Bowel Cancer Screening

Faecal Occult Blood Testing (60 – 69 years)

All men and women aged 60-69 will be offered a Faecal Occult Blood Test (FOBT) every two years. The symptoms of bowel cancer vary and not everybody will have symptoms. Research has shown that screening men and women for bowel cancer using FOB Test can reduce the mortality rate from bowel cancer by 16% in those invited for screening. The aim is to detect bowel cancer at an early stage when there is a better chance of a person being successfully treated and cured.

Those eligible for screening will receive a kit for use in the privacy of their home. The FOB test kit is then analysed to detect traces of blood that may not be visible to the naked eye. The FOB test is NOT a diagnostic test for cancer; however, the result will indicate whether further investigation is required.

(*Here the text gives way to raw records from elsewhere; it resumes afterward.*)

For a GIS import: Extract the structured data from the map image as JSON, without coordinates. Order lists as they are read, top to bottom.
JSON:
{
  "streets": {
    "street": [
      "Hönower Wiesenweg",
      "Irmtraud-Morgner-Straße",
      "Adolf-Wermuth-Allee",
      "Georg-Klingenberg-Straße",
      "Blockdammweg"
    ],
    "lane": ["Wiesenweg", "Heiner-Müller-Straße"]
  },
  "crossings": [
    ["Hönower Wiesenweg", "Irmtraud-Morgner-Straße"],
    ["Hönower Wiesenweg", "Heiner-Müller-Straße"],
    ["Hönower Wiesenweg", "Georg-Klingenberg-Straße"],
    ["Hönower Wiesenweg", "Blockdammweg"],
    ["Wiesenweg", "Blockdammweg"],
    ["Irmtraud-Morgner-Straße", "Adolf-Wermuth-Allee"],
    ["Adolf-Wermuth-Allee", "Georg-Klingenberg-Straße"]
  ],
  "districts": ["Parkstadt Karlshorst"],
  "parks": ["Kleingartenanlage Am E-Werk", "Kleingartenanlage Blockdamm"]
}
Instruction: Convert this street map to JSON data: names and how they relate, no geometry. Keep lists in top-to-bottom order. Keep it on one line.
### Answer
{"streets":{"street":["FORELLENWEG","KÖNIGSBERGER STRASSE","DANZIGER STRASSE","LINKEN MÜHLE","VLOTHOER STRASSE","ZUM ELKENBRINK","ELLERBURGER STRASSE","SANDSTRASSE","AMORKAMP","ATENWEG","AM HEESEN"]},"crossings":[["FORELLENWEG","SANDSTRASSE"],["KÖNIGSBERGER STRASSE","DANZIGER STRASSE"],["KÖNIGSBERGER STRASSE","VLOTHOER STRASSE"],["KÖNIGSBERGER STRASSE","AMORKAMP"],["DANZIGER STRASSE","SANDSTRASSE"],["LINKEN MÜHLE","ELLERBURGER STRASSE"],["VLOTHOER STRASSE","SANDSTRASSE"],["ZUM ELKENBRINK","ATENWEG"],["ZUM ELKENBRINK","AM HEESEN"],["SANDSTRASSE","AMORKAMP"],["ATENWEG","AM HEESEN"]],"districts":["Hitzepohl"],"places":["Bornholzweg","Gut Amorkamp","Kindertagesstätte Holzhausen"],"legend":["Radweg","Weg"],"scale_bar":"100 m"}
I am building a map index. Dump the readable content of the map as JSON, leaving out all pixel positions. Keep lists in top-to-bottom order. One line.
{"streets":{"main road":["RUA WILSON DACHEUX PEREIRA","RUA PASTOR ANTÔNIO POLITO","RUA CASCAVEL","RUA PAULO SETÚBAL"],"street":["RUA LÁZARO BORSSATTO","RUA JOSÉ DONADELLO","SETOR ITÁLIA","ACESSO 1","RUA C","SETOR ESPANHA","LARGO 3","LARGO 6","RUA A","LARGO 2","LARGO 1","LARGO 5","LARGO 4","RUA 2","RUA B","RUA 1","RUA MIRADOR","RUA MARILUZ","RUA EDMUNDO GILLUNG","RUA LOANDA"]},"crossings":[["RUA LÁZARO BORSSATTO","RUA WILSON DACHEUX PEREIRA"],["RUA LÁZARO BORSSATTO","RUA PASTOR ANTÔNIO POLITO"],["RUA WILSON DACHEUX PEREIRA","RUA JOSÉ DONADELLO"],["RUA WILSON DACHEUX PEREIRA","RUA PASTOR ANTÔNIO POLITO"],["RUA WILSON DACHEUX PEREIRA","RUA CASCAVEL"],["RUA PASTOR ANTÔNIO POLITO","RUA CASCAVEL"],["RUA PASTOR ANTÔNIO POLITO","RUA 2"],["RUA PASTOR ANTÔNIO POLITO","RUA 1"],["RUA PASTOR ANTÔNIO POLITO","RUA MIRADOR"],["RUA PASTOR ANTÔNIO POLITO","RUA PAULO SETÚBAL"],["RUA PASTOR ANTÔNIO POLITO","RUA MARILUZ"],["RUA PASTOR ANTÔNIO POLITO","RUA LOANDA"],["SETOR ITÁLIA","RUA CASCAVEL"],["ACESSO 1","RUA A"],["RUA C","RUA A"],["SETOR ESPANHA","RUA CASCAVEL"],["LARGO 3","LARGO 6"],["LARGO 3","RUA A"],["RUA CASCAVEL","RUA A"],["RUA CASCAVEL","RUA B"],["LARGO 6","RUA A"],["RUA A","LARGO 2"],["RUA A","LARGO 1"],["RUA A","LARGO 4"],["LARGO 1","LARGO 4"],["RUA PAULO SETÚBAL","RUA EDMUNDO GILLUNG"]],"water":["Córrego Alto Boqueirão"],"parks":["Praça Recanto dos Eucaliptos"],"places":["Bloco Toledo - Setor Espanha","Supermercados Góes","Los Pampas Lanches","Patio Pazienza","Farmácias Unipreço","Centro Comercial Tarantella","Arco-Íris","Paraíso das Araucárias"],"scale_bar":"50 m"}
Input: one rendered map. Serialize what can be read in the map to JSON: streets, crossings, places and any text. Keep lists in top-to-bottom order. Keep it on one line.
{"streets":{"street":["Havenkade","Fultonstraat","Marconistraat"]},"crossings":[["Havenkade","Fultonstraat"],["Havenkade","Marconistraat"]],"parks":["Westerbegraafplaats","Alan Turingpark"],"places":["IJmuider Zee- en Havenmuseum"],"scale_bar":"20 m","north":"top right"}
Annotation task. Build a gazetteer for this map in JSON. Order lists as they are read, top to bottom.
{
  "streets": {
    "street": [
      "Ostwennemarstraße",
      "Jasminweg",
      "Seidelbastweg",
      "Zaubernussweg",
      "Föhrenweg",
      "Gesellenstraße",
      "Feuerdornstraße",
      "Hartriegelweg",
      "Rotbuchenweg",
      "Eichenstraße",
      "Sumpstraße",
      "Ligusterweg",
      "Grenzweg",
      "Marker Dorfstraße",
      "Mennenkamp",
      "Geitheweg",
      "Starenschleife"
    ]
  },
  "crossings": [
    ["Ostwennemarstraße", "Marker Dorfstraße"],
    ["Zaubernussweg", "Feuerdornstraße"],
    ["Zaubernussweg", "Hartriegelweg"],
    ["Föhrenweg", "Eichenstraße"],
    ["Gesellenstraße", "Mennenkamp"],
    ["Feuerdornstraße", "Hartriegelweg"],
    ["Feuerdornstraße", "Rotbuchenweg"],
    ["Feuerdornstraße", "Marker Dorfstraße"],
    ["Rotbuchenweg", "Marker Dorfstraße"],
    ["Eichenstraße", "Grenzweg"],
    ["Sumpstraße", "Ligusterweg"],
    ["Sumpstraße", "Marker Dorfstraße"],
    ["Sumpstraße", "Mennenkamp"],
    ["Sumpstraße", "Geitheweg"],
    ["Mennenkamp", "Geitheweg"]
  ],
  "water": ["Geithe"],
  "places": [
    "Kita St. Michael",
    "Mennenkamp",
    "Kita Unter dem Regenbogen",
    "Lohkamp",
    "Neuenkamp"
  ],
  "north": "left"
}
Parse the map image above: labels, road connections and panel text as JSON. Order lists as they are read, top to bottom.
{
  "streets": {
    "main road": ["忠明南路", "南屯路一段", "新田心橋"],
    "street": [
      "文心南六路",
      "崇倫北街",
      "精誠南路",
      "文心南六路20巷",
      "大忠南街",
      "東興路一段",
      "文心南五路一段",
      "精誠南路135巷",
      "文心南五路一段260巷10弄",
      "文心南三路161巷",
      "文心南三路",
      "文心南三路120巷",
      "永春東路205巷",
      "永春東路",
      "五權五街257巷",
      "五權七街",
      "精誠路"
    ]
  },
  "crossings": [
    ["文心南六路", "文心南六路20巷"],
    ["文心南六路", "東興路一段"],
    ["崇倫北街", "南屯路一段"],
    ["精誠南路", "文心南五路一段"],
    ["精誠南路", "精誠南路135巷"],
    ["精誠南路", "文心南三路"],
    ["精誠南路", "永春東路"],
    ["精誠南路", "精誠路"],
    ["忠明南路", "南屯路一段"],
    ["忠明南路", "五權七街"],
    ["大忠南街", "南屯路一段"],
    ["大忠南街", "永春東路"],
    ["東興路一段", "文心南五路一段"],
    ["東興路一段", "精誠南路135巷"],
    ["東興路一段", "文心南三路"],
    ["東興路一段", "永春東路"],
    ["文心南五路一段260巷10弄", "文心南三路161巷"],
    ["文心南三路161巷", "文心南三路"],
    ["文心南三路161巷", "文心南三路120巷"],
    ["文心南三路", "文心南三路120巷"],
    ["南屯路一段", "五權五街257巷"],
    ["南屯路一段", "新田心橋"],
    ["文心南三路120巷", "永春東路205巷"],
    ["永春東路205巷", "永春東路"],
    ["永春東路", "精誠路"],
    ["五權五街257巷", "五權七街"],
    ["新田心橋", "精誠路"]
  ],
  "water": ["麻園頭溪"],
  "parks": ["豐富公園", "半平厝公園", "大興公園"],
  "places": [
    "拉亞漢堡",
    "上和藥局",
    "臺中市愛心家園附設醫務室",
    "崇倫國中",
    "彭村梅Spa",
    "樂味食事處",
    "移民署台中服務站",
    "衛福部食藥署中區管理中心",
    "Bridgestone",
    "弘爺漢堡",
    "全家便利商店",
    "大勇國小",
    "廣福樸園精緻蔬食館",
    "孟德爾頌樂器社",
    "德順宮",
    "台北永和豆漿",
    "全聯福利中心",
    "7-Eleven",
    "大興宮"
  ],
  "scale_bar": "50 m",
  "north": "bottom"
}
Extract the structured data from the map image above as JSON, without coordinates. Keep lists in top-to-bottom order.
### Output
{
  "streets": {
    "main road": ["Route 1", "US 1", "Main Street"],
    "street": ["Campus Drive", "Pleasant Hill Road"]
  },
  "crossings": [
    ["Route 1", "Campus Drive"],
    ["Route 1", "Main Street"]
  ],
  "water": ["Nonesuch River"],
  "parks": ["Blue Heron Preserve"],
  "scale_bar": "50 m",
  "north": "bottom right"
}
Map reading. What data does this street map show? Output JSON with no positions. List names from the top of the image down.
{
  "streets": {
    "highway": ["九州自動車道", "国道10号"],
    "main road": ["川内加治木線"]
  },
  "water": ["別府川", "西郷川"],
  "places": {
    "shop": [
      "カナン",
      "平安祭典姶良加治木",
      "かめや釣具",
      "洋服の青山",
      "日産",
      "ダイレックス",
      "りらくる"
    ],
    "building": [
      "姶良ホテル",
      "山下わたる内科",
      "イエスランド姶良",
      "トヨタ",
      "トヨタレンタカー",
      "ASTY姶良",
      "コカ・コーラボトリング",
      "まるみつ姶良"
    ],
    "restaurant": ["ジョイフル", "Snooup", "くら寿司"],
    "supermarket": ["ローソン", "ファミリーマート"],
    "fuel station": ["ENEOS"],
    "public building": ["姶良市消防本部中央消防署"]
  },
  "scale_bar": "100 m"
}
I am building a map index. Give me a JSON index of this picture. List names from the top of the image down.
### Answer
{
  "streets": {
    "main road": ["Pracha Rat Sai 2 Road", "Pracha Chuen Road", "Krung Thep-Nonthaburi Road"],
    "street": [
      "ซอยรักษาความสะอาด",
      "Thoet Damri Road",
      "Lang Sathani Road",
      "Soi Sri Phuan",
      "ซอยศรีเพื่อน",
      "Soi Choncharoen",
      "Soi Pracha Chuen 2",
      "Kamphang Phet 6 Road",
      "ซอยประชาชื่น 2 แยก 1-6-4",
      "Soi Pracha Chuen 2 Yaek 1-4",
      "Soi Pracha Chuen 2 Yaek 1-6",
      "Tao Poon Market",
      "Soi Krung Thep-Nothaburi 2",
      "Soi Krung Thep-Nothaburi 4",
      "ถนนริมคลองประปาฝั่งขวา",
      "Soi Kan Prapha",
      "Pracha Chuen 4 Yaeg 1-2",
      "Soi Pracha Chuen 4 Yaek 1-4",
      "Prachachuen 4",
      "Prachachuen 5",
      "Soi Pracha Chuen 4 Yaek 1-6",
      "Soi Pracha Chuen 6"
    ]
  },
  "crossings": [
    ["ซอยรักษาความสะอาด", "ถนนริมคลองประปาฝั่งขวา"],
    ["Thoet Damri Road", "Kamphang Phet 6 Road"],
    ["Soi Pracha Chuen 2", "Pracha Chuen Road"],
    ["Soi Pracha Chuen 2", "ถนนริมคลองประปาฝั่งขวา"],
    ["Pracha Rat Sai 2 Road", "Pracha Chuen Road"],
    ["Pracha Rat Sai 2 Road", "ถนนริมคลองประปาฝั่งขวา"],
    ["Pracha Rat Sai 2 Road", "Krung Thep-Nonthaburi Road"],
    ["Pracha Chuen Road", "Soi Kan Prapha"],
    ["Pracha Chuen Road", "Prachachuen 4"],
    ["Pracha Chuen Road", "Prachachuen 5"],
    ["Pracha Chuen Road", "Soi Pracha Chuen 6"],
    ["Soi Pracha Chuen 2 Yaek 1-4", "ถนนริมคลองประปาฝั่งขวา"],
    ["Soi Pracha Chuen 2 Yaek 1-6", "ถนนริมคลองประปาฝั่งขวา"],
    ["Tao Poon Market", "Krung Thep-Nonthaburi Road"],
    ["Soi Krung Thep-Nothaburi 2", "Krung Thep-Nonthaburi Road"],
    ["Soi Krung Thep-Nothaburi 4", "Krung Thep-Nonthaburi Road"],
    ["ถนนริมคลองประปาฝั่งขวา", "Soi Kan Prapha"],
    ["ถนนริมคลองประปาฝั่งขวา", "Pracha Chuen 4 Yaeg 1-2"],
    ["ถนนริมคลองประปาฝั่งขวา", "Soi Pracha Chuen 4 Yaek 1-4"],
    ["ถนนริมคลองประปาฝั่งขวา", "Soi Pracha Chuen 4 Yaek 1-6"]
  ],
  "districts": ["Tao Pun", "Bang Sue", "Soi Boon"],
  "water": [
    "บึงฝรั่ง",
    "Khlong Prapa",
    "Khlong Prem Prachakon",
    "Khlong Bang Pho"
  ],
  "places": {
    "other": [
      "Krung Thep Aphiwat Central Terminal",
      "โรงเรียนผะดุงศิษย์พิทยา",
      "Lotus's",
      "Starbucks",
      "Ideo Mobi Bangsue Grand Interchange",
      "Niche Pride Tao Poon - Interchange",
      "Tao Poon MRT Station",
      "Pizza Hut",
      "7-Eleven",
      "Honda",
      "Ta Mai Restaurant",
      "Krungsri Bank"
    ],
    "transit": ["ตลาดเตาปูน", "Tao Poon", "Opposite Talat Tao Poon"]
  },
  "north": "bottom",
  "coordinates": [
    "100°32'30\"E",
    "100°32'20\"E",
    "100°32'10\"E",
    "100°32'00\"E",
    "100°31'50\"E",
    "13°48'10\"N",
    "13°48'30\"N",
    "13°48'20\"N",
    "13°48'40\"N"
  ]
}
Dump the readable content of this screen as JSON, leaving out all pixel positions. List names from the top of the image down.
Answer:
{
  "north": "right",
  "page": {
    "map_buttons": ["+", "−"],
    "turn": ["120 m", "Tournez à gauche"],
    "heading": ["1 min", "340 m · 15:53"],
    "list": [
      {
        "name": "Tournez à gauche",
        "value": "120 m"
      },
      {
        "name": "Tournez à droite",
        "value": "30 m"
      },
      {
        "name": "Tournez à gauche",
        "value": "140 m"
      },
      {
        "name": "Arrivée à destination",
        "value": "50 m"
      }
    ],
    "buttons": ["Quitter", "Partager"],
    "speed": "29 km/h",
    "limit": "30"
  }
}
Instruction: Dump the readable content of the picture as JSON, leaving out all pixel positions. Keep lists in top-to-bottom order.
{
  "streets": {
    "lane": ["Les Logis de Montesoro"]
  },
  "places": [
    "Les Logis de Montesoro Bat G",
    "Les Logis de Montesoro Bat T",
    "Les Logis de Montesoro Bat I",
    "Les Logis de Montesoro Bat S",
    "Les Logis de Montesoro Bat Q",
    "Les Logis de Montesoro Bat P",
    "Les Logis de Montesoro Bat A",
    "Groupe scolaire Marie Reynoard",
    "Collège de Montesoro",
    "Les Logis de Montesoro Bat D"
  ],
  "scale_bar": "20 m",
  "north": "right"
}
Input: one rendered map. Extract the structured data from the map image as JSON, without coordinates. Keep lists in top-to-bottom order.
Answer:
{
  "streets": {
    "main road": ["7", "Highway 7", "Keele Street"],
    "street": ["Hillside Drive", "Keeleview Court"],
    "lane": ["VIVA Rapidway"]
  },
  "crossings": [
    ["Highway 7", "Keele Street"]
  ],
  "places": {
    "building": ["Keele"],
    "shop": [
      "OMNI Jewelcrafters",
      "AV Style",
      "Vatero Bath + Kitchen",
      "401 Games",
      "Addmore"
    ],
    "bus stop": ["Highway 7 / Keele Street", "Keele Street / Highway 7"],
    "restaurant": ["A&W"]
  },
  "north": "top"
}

Around 98% will receive a normal result and will be invited to participate again in a further 2 years’ time, if still eligible. Around 2 in 100 people will receive an abnormal/positive result. They will be referred to see the Specialist Bowel Screening Nurse to discuss and arrange a Colonoscopy. After having a positive/abnormal FOB Test and after a colonoscopy

  • Approx 6 in 10 people will have a normal result
  • Approx 3 in 10 people will be found to have a polyp
  • Approx 1 in 10 people will have cancer detected

Bowel Scope Screening (55 years)

Bowel scope screening involves a flexible sigmoidoscopy. The aim is to find any small growths called ‘polyps’, which may develop into bowel cancer if left untreated. Bowel scope screening is an addition to the existing NHS Bowel Cancer Screening Programme that starts at age 60.

Colonoscopy

Colonoscopy is a test which allows the endoscopist to directly examine the lining of the large intestine (the colon). Diagnostic colonoscopy is recommended for persistent change in bowel habit, occult or frank blood in the stool, unexplained anaemia and as a screening test for colon cancer. In order to do the test a colonoscope is carefully passed through the anus into the rectum and advanced through the intestine. The colonoscopy is a long flexible tube, about the thickness of your index finger, with a bright light and video camera at its tip. The video camera on the colonoscope transmits images of the inside of the colon to a monitor, allowing the endoscopist to examine the lining of the colon for any disease or abnormalities.

What else may be done during the procedure?

During the colonoscopy a biopsy (a sample of the lining of the bowel for closer examination under the microscope) may be taken using tiny biopsy forceps passed through the colonoscope. This is a painless procedure.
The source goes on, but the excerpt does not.